Segment Start: THE DATA

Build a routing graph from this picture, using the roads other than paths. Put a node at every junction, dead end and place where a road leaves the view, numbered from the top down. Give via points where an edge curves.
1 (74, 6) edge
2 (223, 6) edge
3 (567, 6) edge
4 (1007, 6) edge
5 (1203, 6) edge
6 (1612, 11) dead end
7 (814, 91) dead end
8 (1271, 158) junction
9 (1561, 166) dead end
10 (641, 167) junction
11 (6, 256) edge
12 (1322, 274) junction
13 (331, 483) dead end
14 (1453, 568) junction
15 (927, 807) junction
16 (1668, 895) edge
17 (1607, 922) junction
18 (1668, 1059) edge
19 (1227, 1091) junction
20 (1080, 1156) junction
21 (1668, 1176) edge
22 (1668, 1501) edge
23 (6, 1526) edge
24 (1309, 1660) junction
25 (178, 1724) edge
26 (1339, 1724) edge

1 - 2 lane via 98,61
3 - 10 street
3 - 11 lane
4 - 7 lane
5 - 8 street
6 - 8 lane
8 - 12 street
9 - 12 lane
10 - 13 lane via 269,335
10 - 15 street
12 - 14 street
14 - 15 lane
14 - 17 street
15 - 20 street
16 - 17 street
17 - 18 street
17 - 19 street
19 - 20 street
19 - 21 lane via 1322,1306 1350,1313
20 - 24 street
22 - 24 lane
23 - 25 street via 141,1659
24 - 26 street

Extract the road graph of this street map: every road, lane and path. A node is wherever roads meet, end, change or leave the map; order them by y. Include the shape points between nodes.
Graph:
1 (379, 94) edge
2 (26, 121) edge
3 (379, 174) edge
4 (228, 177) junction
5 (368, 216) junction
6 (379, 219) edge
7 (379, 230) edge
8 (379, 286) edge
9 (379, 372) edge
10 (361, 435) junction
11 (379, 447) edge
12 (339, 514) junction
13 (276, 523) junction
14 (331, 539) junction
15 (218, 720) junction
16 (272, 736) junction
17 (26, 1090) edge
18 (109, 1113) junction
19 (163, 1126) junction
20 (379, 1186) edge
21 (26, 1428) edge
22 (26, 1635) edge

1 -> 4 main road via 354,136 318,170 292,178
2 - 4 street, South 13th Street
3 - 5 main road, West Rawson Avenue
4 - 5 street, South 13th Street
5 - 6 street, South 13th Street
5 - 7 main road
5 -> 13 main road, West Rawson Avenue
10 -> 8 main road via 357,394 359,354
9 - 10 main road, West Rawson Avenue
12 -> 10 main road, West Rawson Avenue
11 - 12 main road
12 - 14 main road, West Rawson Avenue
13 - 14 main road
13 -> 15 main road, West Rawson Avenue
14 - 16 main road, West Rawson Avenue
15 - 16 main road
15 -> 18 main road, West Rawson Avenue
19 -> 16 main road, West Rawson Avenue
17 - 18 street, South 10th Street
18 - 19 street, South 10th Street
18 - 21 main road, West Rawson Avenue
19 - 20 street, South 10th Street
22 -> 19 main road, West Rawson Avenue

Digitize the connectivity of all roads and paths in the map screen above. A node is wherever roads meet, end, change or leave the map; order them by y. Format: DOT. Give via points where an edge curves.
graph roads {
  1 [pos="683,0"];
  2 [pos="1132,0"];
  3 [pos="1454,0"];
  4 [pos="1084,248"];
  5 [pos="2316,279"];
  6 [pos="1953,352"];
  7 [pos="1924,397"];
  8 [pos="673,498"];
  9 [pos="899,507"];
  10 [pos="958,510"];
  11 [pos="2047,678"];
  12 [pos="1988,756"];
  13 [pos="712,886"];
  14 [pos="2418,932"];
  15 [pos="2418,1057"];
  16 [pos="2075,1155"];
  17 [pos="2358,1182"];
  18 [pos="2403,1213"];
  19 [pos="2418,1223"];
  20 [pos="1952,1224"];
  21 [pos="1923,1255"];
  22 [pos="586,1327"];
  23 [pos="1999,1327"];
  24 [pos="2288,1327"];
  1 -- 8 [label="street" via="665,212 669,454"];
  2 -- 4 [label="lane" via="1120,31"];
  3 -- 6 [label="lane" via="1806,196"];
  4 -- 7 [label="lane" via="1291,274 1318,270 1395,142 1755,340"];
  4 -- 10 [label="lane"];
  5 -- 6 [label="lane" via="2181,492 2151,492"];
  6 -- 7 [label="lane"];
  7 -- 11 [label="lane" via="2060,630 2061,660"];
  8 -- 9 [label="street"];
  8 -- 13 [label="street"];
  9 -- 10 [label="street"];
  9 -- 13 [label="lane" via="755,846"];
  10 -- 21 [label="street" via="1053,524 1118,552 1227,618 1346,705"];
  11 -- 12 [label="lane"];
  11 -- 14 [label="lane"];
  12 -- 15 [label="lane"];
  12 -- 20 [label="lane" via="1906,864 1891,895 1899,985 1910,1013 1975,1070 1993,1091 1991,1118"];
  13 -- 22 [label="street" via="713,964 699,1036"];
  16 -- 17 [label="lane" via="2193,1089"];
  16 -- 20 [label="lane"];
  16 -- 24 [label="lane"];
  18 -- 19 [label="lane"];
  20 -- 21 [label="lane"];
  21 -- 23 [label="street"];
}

Segment End: THE DATA

**WHAT YOU NEED TO DO:** Each line with the word "South" in the records above belongs in the result; copy all of them.

**EXPECTED ANSWER:**
2 - 4 street, South 13th Street
4 - 5 street, South 13th Street
5 - 6 street, South 13th Street
17 - 18 street, South 10th Street
18 - 19 street, South 10th Street
19 - 20 street, South 10th Street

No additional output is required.